Groups Time_1 Time_2 Time_3 Time_4
A 63.8 60.6 65.2 66.6
B 9.4 14.0 11.1 7.5
C 7.4 8.5 6.9 8.6
D 13.9 8.4 7.9 11.4
E 1.4 3.8 5.0 1.5
F 0.2 0.2 0.2 0.2
G 1.8 2.5 1.8 2.7
H 1.0 0.9 0.9 1.1
I 45.0 42.0 49.0 38.0
J 1.0 1.1 0.9 0.5
K 0.1 2.0 6.5 1.0
L 0.5 0.9 0.5 0.2
M 0.2 0.2 0.1 0.3"), sep = " ", header = T)
data_melt <- melt(data, id.var = "Groups")
data_melt$value <- as.numeric(data_melt$value)
ggplot <- ggplot(data=data_melt, aes(x=variable, y=value, group = Groups, color = Groups)) + geom_point(size = 1) + geom_line(size = 1)
ggplot
However, as you can see on the graph, the color code isn't optimal and it's hard to distinguish which color correponds to which groups, even when the curves are well separated:
Unfortunately, I always have between 10 and 13 groups, and I've spent some time looking at R color palettes but usually they're too small.

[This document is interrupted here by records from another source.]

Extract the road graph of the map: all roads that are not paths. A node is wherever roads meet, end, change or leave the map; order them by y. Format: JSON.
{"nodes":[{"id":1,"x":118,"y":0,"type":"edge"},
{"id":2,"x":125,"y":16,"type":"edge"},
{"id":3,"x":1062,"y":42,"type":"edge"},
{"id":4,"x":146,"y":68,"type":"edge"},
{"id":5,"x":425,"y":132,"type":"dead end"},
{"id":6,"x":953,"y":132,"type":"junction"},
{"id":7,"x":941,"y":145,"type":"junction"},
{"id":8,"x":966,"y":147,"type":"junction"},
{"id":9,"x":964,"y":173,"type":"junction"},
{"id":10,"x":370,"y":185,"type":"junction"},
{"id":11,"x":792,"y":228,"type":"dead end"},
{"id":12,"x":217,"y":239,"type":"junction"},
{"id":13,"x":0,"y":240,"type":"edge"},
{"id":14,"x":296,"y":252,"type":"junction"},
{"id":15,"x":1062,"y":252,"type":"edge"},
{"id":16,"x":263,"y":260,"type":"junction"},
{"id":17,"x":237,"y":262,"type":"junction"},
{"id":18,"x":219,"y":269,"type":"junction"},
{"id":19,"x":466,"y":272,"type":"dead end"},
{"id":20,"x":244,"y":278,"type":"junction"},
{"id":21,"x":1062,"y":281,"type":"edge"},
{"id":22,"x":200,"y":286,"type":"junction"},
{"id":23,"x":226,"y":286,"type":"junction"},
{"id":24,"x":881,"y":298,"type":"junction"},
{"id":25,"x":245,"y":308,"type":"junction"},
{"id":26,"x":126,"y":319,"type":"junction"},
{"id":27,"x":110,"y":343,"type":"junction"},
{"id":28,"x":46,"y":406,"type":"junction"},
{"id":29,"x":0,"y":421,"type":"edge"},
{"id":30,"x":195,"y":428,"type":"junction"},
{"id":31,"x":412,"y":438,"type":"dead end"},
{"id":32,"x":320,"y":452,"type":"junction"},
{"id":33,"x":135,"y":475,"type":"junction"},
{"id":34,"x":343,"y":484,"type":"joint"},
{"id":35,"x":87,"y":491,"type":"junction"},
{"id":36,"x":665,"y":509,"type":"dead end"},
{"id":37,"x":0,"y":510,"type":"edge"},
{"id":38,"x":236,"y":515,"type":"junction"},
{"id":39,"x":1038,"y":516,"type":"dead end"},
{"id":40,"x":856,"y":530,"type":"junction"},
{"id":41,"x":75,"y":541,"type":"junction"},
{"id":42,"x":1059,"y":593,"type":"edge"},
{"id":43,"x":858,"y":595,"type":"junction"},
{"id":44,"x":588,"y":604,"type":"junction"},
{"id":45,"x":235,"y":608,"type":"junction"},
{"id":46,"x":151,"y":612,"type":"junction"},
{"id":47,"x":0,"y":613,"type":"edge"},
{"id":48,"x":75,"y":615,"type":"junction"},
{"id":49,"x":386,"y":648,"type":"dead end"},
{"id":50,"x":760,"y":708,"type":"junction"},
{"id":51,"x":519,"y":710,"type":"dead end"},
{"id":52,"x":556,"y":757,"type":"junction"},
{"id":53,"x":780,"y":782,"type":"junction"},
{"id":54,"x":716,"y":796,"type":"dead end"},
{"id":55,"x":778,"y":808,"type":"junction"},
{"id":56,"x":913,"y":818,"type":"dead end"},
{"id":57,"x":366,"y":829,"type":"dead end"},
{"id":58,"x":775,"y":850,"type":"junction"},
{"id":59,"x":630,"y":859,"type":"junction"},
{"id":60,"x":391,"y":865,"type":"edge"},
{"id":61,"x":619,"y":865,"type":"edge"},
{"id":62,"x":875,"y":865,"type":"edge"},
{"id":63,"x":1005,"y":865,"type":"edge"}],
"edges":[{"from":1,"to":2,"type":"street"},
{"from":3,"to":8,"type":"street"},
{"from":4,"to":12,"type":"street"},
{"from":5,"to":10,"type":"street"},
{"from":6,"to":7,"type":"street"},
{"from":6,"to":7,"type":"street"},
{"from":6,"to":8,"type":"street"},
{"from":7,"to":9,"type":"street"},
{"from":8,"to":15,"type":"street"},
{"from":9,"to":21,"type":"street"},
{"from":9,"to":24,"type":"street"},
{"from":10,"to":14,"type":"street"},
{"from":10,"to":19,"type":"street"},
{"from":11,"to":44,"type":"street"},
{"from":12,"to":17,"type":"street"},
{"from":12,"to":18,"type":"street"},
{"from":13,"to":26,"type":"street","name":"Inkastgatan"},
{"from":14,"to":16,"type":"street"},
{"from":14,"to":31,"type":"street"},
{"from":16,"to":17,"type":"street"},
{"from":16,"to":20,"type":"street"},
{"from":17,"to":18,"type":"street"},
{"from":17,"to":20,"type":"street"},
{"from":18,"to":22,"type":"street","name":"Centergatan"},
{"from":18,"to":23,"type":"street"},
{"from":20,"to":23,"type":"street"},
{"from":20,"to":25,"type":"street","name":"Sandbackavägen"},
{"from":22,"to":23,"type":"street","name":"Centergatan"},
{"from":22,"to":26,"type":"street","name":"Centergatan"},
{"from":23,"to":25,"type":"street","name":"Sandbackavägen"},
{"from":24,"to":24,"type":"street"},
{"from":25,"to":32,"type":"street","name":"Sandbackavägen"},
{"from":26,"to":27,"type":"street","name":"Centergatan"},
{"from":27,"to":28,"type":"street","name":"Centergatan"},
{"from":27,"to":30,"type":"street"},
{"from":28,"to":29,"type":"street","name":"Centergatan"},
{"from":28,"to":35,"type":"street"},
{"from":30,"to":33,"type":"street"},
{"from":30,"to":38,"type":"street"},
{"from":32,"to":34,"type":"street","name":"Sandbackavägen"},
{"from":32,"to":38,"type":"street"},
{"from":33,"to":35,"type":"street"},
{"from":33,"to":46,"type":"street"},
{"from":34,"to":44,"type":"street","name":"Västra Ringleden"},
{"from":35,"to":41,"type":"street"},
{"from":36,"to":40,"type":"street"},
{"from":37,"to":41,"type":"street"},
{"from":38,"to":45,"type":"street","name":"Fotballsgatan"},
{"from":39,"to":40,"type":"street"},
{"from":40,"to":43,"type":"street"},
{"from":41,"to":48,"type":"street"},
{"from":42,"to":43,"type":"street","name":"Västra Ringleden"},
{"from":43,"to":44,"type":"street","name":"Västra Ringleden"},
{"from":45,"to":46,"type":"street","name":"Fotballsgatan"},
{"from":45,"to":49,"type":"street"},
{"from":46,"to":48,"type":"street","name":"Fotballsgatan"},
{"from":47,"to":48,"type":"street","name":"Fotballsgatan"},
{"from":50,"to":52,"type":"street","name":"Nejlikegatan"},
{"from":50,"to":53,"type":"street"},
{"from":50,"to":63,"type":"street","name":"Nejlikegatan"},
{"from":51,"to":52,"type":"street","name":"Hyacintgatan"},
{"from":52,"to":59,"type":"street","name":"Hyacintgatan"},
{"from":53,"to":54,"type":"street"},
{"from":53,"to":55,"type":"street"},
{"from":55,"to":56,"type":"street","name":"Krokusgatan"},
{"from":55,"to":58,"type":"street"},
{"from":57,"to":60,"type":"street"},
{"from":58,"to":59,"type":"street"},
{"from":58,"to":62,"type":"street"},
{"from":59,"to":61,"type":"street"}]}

So I'm looking for ideas about how to have a better color code to improve my graph, any clue would be helpful !
Upvotes: 1
Views: 2823
Reputation: 2311
If you use the ggfocus extension you can highlight the most important levels with a few colors and make all the others gray, for example. If you care more about a subgroup of levels only, you can reduce your color scale range without losing the information of the complete data. See the example below:
Upvotes: 1
Reputation: 469
If you have crowded data you can also think of faceting it like so:
ggplot(data=data_melt[!is.na(data_melt$value),], aes(x=variable, y=value, group = Groups, color = Groups)) +
geom_point(size = 1) +
geom_line(size = 1) +
facet_wrap( ~ Groups) +
theme(axis.text.x = element_text(angle = 90))
Upvotes: 2
Reputation: 646
http://colorbrewer2.org has some nice palettes up to 12 colors (set the nature of the data to 'qualitative'), it's easy enough to transfer the hex values into R. You'll have to come up with your own tweak for that 13th value though.